At this stage in my life (at the ripe old age of 45.999999 . . . 😉 I find I’m more productive in the mornings. Especially at this time of year. It’s so much easier to get up early and get stuff done while it’s still quiet, and yet, the sun and light are out as well, keeping me company, so I feel energized. I get lots of work done in the mornings now. And generally do errands and other stuff in the early afternoon then more work in the late afternoon and early evening.

I used to be a night owl. I would stay up all night and work until the wee hours of the morning.

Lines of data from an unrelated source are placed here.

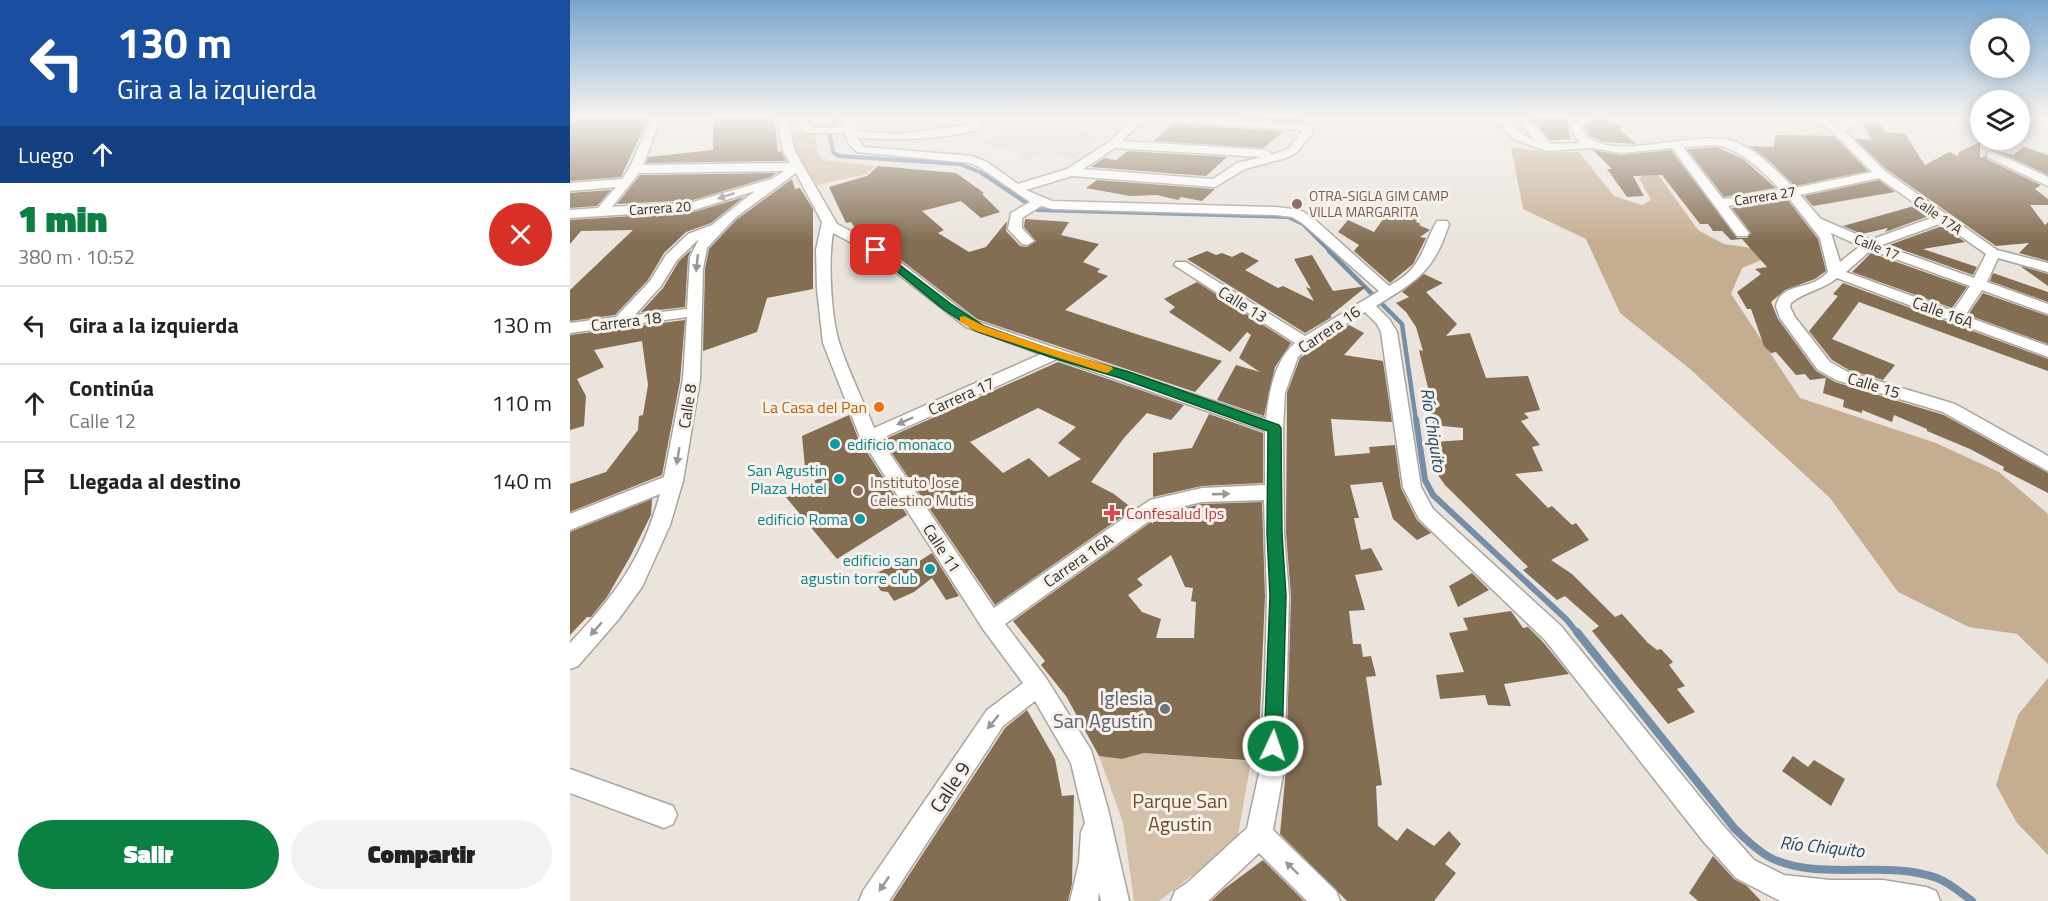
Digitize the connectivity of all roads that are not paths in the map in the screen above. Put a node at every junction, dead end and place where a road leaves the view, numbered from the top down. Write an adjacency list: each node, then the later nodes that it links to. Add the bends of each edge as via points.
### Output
1 (640, 159): 11 (street)
2 (793, 159): 10 (street)
3 (961, 159): 18 (street, via 983,164)
4 (1090, 159): 12 (street)
5 (1270, 159): 12 (street, via 1241,166 1215,183)
6 (1686, 159): 20 (street)
7 (1750, 159): 19 (street, Calle 17)
8 (1866, 159): 13 (street, Calle 17A)
9 (2000, 159): 16 (street)
10 (797, 167): 11 (street); 14 (street, Calle 8); 26 (street)
11 (636, 169): 15 (street)
12 (1071, 172): 18 (street)
13 (1881, 174): 19 (street, Carrera 27); 24 (street, Calle 17A)
14 (782, 178): 22 (street, Carrera 20, one-way to 22, via 694,206); 28 (street, Calle 8)
15 (625, 182): 17 (street); 22 (street)
16 (2048, 182)
17 (570, 187)
18 (1016, 189): 21 (street)
19 (1790, 193): 20 (street, Carrera 27); 25 (street, Calle 17)
20 (1719, 203): 29 (street)
21 (1035, 204): 30 (street, via 1016,216 1015,229); 37 (street, via 1295,213 1307,220)
22 (602, 212): 23 (street, Carrera 20)
23 (570, 214)
24 (1942, 219): 31 (street); 32 (street, Calle 17A)
25 (1816, 221): 31 (street, Calle 17); 35 (street, via 1827,237)
26 (828, 222): 45 (street, via 876,250 970,324); 47 (street, Calle 11, via 823,250 831,343)
27 (1442, 224): 37 (street, Carrera 16, via 1435,249 1405,285)
28 (715, 227): 41 (street, via 693,237 671,258 656,283); 49 (street, Calle 8, one-way to 49, via 699,251 694,356)
29 (1742, 233)
30 (1027, 242)
31 (1869, 245): 35 (street); 36 (street, Calle 17)
32 (1993, 253): 34 (street, Calle 17A); 36 (street)
33 (1181, 265): 43 (street, Calle 13)
34 (2048, 268)
35 (1836, 273): 40 (street, Calle 16A); 48 (street, Calle 15, via 1822,284 1795,292 1783,307 1824,366 1842,376 1948,408)
36 (1978, 285): 38 (street, Calle 17); 40 (street)
37 (1376, 298): 43 (street, Carrera 16); 64 (street, via 1389,332 1412,487 1426,514 1553,633 1745,869 1782,888 1830,894 1883,894)
38 (2048, 309)
39 (683, 313): 41 (street, Carrera 18)
40 (1957, 316): 44 (street, Calle 16A)
41 (620, 322): 42 (street, Carrera 18)
42 (570, 328)
43 (1305, 343): 46 (street, Carrera 16, via 1291,355 1277,393)
44 (2048, 352)
45 (1054, 354): 46 (street); 47 (street, Carrera 17, one-way to 47)
46 (1274, 428): 50 (street, Carrera 16)
47 (869, 437): 52 (street, Calle 11)
48 (2044, 459)
49 (674, 481): 51 (street); 53 (street, Calle 8, one-way to 53, via 651,551 624,597)
50 (1275, 492): 52 (street, Carrera 16A, one-way to 50, via 1157,505 1202,495); 58 (street, Carrera 16, via 1278,596 1272,769)
51 (570, 522)
52 (991, 622): 54 (street, Calle 11)
53 (570, 659)
54 (1038, 685): 56 (street, Calle 11, via 1082,759); 59 (street, Calle 9, one-way to 59, via 995,718)
55 (570, 781): 57 (street)
56 (1095, 809): 60 (street, via 1092,862); 61 (street, Calle 11)
57 (664, 814)
58 (1259, 835): 62 (street); 63 (street, one-way to 58)
59 (873, 901)
60 (1084, 901)
61 (1115, 901)
62 (1185, 901)
63 (1326, 901)
64 (1926, 901)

Sometimes I still do that – rarely – but I find it really affects me and it takes me a day or two to bounce back and get into my regular routine.

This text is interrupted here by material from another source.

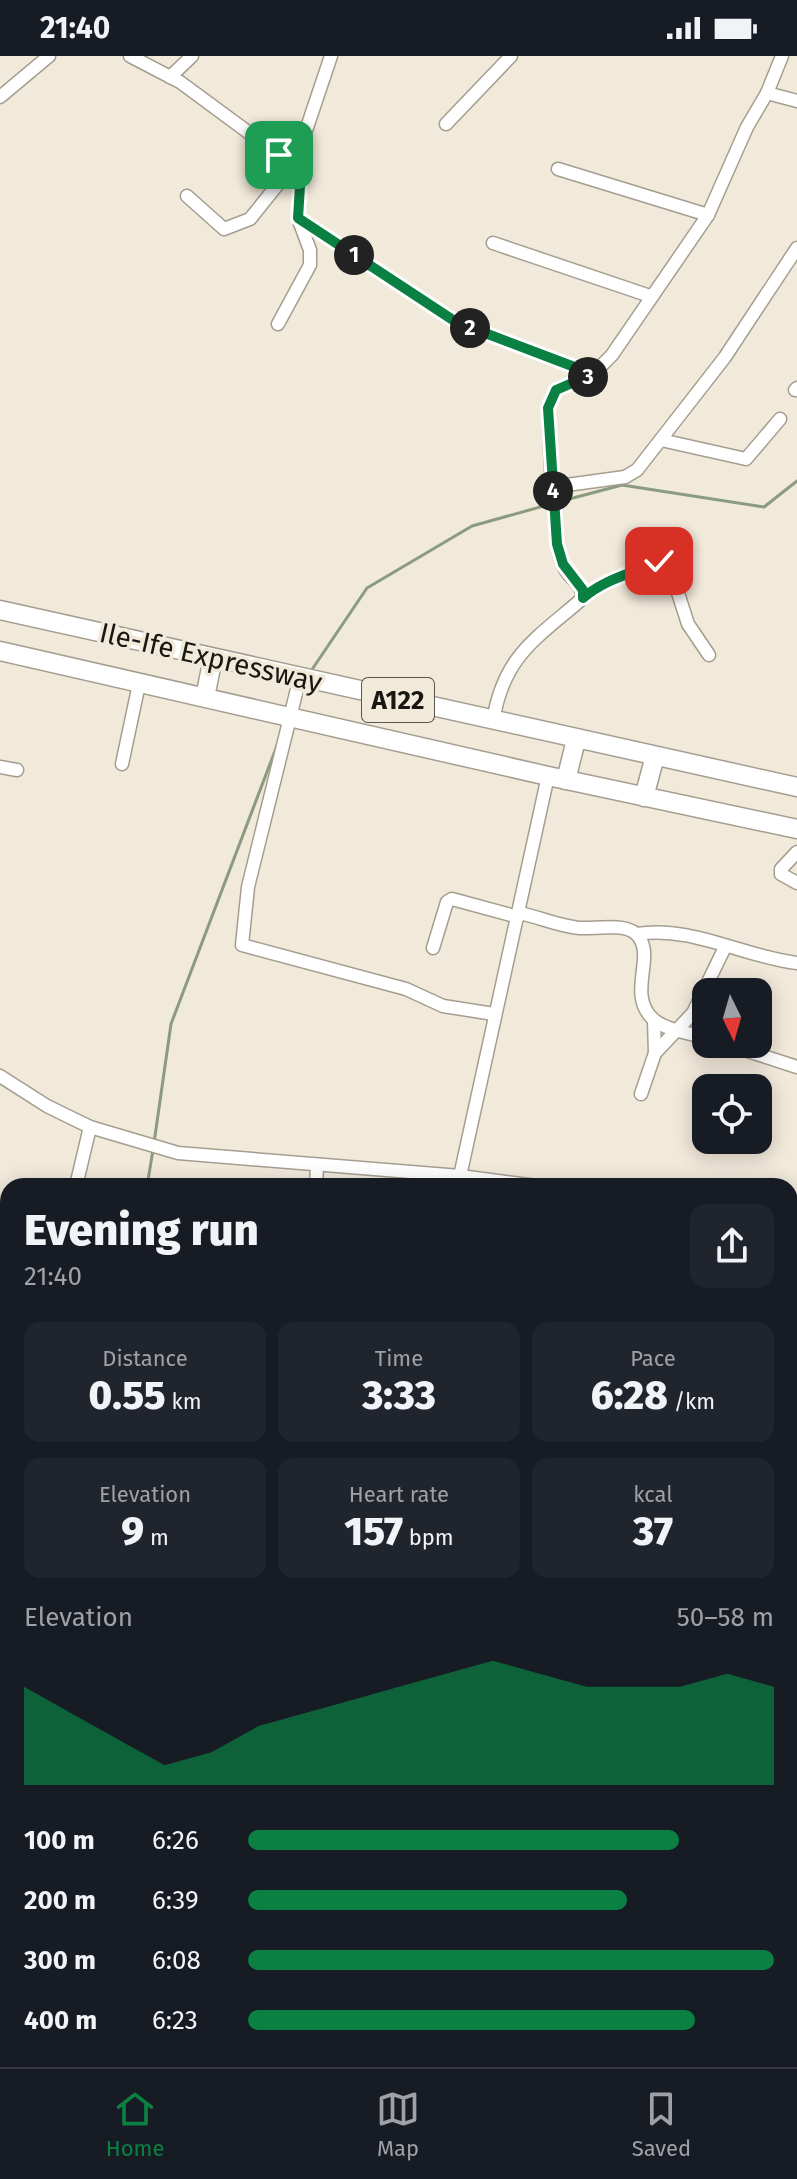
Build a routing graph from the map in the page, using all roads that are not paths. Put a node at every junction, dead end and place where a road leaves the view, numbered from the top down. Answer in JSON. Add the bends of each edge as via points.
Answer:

book-coverSpeaking of routines – I recently read this awesome book called The Power of Habit by Charles Duhiig. In his book, Duhigg explains why habits exist and how they can be changed (for the better). It’s not a self-help book – he explores scientific research and cites examples of routines from corporate America to elite athletes –  but it will help you. So what does The Power of Habit have to do with our writing routines? So much! When I veer off my daily work routine, I don’t feel right. I don’t feel productive and I don’t feel “good inside”. Sticking to a positive work routine or any kind of routine or regimen keeps us focused and goal oriented. That’s important, because as writers, we constantly work on deadlines. Some of us need to have a cup of coffee in the morning or go for a walk after breakfast, or listen to some music. If it works to keep us productive and positive then it’s a good thing.

I found a great blog post from brainpickings.org that lists some famous writers talking about their writing routines. Here are a few of them:

Joan Didion: I need an hour alone before dinner, with a drink, to go over what I’ve done that day. I can’t do it late in the afternoon because I’m too close to it. Also, the drink helps. It removes me from the pages. So I spend this hour taking things out and putting other things in. Then I start the next day by redoing all of what I did the day before, following these evening notes. When I’m really working I don’t like to go out or have anybody to dinner, because then I lose the hour. If I don’t have the hour, and start the next day with just some bad pages and nowhere to go, I’m in low spirits. Another thing I need to do, when I’m near the end of the book, is sleep in the same room with it. That’s one reason I go home to Sacramento to finish things. Somehow the book doesn’t leave you when you’re asleep right next to it. In Sacramento nobody cares if I appear or not. I can just get up and start typing.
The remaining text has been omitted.